MAZUDA Axcala1.6Dieselは、ここ以外のブログでも紹介され非常に排気ガスレベルが低い車として認知されています。 当然TLでもこの車両を実車試験の時期候補として検討してきました。 しかし、この7月に発表された2006年モデルの排ガスは、2005年のモノとは異なり日本国内で重要となるNOxに関しては、悪化している事が判明、その代わり燃費に関しては当然伸びる結果となっています。 

        NOx PM 燃料消費量

Axcela(MAZUDA3)2005 model 0.135 0.001 6.2L/100Km (16.13Km/L) 2005/8/23

Axcela(MAZUDA3)2006 model 0.182 0.001 6.1L/100Km (16.39Km/L) 2006/7/21 共に1.6 TD 4/5 Door (110ps) 

2006年空は、1.6Lの90ps版もセダン専用に在ります。 これもNOx等は同等、燃費は16.67Km/Lです。


MAZDA3a


同時に一つお詫びしておかなければならないのが、搭載されているエンジンでこのエンジンは、PSAの1.6Lだと誤解してこのブログでもそのように説明してしまっていました。 実際には、あるルート企業を通しあれはMAZUDAのエンジンではないかと言う指摘を受け調べなおしたところ、PSAの1.6Lではなくどうもオリジナルのようです。 というのも排気量が


PSA  1560cc

Axcela 1598cc


排気量は以前チェックして判断したつもりなんで、排気量が同一という事で判断したつもりでしたが。 でもこれ自体は国内で販売される可能性はより高いことにもなります。 ポスト新長期規制達成に向けての開発動向では、MAZUDAは部品メーカーに対し何処よりも先に動いたと言う情報もあり、独自のエンジンブロックを使用している事は、ゼロから開発と比べれば大きな違いが出てきます。 特にT社やH社は、共により大きなエンジンでの市場投入を考えており、一気にクリーンディーゼルが国内に投入される可能性は低いといえます。 これに対し、MAZUDAは、1.4・1.6・2.0Lと非常に理想的なラインナップを有している分、一気に市場に浸透させるインパクトなる戦略を組みやすい状況にあると言えます。 TL的には、理想のディーゼル乗用車は、1.6Lモデルでサイズ的にもアクセラ・307・C4クラスだと考えています。 今流行のワンボックス等は、車重もかさみ一般的には燃費には不利ですし、経済的ではありません。 今後の原油高から来るガソリン・軽油高を考えると、ダウンサイジングしたユーザーからの乗換えが期待できる理想的なサイズに思えます。

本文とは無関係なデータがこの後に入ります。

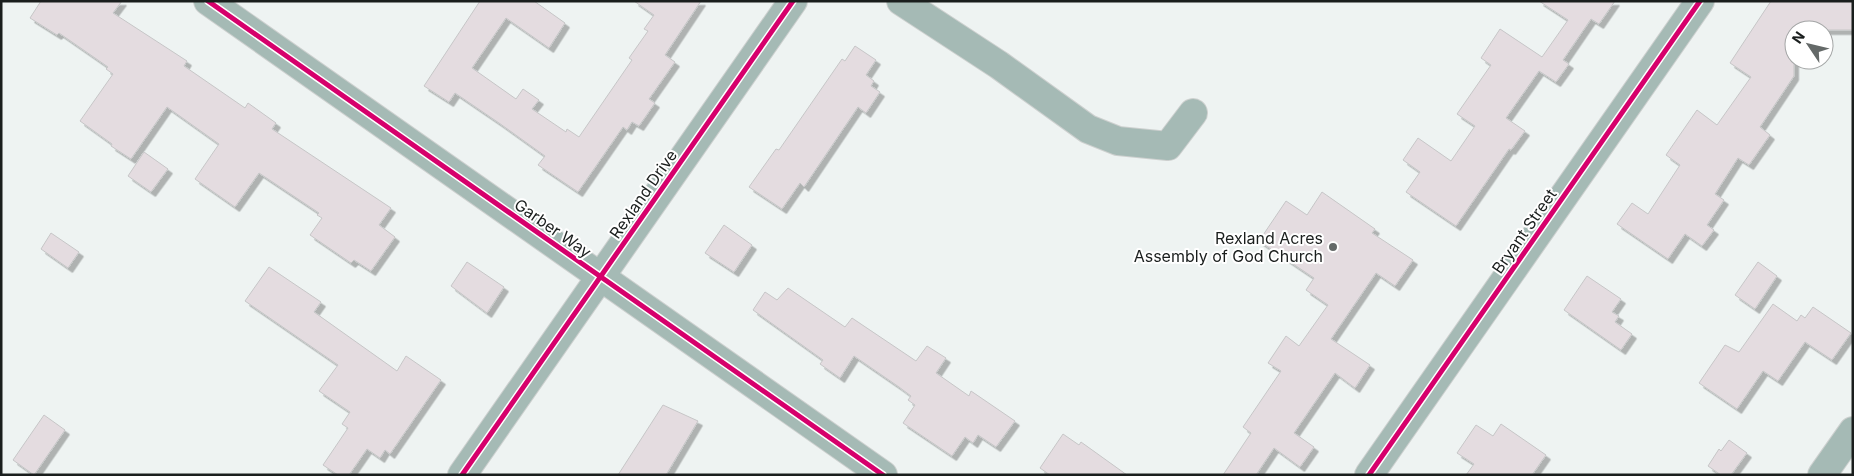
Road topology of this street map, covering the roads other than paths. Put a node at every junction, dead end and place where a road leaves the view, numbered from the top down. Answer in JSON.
{"nodes":[{"id":1,"x":208,"y":1,"type":"edge"},
{"id":2,"x":793,"y":1,"type":"edge"},
{"id":3,"x":901,"y":1,"type":"edge"},
{"id":4,"x":1700,"y":1,"type":"edge"},
{"id":5,"x":1193,"y":113,"type":"dead end"},
{"id":6,"x":601,"y":277,"type":"junction"},
{"id":7,"x":1853,"y":431,"type":"edge"},
{"id":8,"x":462,"y":475,"type":"edge"},
{"id":9,"x":883,"y":475,"type":"edge"},
{"id":10,"x":1369,"y":475,"type":"edge"},
{"id":11,"x":1822,"y":475,"type":"edge"}],
"edges":[{"from":1,"to":6,"type":"street","name":"Garber Way"},
{"from":2,"to":6,"type":"street","name":"Rexland Drive"},
{"from":3,"to":5,"type":"street"},
{"from":4,"to":10,"type":"street","name":"Bryant Street"},
{"from":6,"to":8,"type":"street","name":"Rexland Drive"},
{"from":6,"to":9,"type":"street","name":"Garber Way"},
{"from":7,"to":11,"type":"street"}]}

 さて、話は戻して欧州では、Euro4施行以後は、排気ガスレベルそのモノよりもCO2排出量・燃費に関して注目が集中(各国で異なるとはいえ、温暖化への意識より税制上優位になるのが主な理由)し、Euro4規制の範囲で、メーカーも排気ガスレベルと燃費のバランスを取れるほど技術的にも余裕が出てきた証拠と言えます。 技術的(開発・生産共)に余裕が無いと、どうしても規制を満足させる事が優先され、バランスを取る事が難しい。 特に製造時のバラツキは実績が出ないとどうしても安全サイドに設計しがちです。 となると、さらに厳しい規制に対しても対応できる余裕が出てきているともいえます。 しかし、国内に持ち込むには残念ながら、2006年モデルはちょっと難しい。 排気ガス制御がどの様にされているかを調べなおして、改造を加えないといけない。 しかし、そこまでして国内に導入・試験する理由が見つからない。 せめてNOx或いはPMに対して新技術が使われていないと、或いは、AT/AMTが組み合わされている等新機構が無いと・・・。

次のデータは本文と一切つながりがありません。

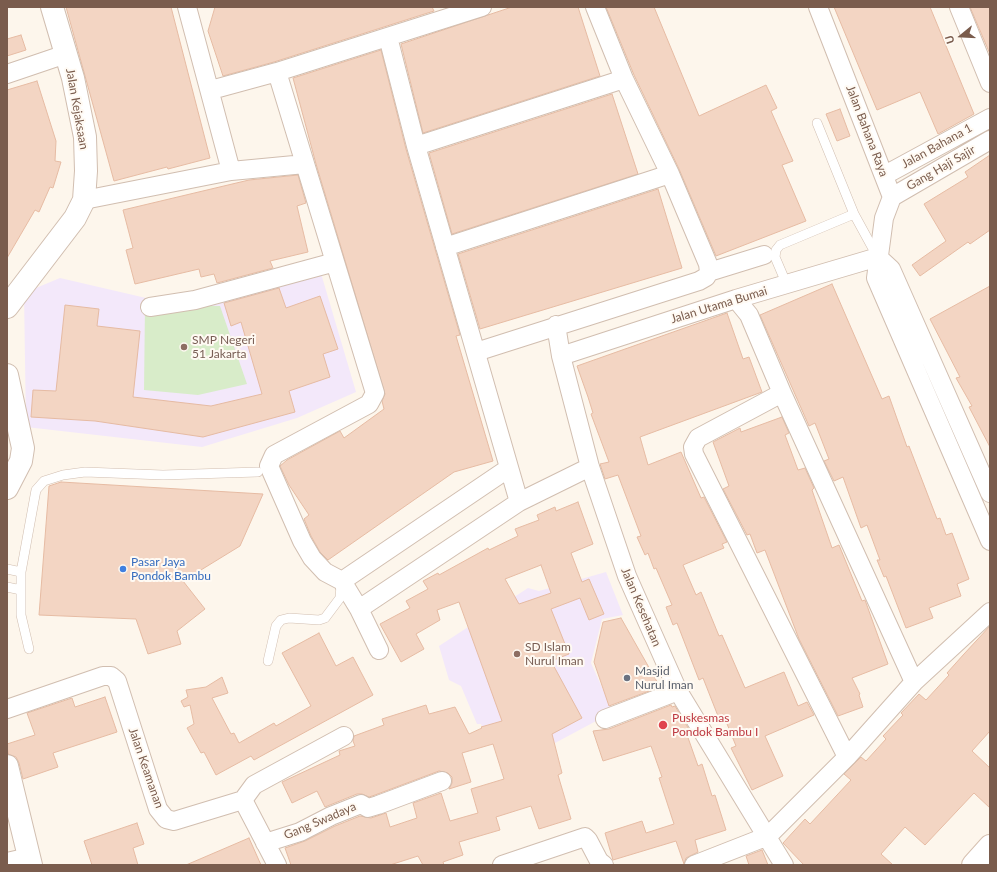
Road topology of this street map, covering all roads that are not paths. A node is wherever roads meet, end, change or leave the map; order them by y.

 今一度車両試験を検討しなおさないといけません。 今の307はDPFのクリーニングが、幸いに?8万Km(最新版は、16万Km以上)でそのまま走るとどうなるか?(添加剤使用によるDPFへの影響:DPFのクリーニング寿命等)チェックするので当分は、手放せませんが、次期候補は、常に速めにトレンドを見つけておかないといけません。 最近は、国内の新長期規制達成したトラック等も検討に入れ始めていますけど、まだちょっと余裕が無いので・・・。  


近く307HDiGTの販売を再度始めます。 次期試験車両よりこちらが優先かもしれませんね。 もっとディーゼル乗用車普及に近いから。